▶ [Data]
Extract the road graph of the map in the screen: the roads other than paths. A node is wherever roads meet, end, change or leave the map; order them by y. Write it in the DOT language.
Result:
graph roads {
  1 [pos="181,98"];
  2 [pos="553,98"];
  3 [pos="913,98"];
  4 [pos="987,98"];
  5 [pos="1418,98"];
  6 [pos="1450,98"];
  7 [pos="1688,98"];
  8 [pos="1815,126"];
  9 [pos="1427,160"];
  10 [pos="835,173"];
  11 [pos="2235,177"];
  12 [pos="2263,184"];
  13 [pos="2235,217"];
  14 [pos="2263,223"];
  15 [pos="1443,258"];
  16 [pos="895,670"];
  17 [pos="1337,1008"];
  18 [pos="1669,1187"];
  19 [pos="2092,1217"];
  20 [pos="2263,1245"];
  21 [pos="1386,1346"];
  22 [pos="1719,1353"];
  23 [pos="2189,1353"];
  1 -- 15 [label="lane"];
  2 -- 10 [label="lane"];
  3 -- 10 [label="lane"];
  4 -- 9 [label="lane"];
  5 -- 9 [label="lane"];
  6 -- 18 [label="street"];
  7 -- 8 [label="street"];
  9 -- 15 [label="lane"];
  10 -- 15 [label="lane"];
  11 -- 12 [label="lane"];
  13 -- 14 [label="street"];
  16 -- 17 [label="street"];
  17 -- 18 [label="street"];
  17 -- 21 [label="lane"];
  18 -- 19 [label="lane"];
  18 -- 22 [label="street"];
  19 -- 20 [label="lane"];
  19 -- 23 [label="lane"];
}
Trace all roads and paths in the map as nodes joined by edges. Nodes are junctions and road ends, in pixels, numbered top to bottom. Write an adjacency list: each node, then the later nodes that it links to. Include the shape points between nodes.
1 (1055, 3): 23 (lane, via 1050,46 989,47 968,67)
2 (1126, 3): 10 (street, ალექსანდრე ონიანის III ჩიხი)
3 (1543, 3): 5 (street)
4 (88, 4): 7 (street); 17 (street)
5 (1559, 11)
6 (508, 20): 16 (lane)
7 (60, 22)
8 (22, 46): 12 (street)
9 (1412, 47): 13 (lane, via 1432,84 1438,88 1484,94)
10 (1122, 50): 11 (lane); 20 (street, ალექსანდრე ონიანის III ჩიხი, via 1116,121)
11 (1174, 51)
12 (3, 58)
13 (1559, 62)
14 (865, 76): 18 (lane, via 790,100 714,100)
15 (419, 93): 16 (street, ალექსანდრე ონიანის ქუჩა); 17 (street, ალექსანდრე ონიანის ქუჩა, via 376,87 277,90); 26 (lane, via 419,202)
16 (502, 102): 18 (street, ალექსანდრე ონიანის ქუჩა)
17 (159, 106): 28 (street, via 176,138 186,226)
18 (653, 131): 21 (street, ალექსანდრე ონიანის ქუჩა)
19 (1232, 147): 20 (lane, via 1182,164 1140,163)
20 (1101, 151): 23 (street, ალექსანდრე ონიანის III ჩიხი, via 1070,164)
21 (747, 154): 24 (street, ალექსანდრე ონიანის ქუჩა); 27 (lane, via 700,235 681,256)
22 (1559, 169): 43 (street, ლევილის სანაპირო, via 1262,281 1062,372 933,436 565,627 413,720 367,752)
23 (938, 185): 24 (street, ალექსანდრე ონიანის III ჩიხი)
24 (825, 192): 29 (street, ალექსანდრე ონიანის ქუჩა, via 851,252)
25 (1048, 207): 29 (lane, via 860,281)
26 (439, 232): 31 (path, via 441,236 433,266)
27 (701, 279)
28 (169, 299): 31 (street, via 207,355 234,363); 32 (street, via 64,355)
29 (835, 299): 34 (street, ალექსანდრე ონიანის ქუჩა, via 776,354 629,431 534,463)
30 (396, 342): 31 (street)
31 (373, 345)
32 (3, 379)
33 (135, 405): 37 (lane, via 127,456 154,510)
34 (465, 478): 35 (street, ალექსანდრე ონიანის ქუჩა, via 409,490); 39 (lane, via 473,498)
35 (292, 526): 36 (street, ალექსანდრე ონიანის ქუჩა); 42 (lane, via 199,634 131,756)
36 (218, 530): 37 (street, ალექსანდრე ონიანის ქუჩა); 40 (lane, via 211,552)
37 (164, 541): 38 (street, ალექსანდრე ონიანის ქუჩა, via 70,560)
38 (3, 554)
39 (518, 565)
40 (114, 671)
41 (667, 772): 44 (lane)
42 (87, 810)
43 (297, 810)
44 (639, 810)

▶ [Task directions]
Check the entries above line by line and return each one containing the word "ქუჩა".

▶ [Response to this task]
15 (419, 93): 16 (street, ალექსანდრე ონიანის ქუჩა); 17 (street, ალექსანდრე ონიანის ქუჩა, via 376,87 277,90); 26 (lane, via 419,202)
16 (502, 102): 18 (street, ალექსანდრე ონიანის ქუჩა)
18 (653, 131): 21 (street, ალექსანდრე ონიანის ქუჩა)
21 (747, 154): 24 (street, ალექსანდრე ონიანის ქუჩა); 27 (lane, via 700,235 681,256)
24 (825, 192): 29 (street, ალექსანდრე ონიანის ქუჩა, via 851,252)
29 (835, 299): 34 (street, ალექსანდრე ონიანის ქუჩა, via 776,354 629,431 534,463)
34 (465, 478): 35 (street, ალექსანდრე ონიანის ქუჩა, via 409,490); 39 (lane, via 473,498)
35 (292, 526): 36 (street, ალექსანდრე ონიანის ქუჩა); 42 (lane, via 199,634 131,756)
36 (218, 530): 37 (street, ალექსანდრე ონიანის ქუჩა); 40 (lane, via 211,552)
37 (164, 541): 38 (street, ალექსანდრე ონიანის ქუჩა, via 70,560)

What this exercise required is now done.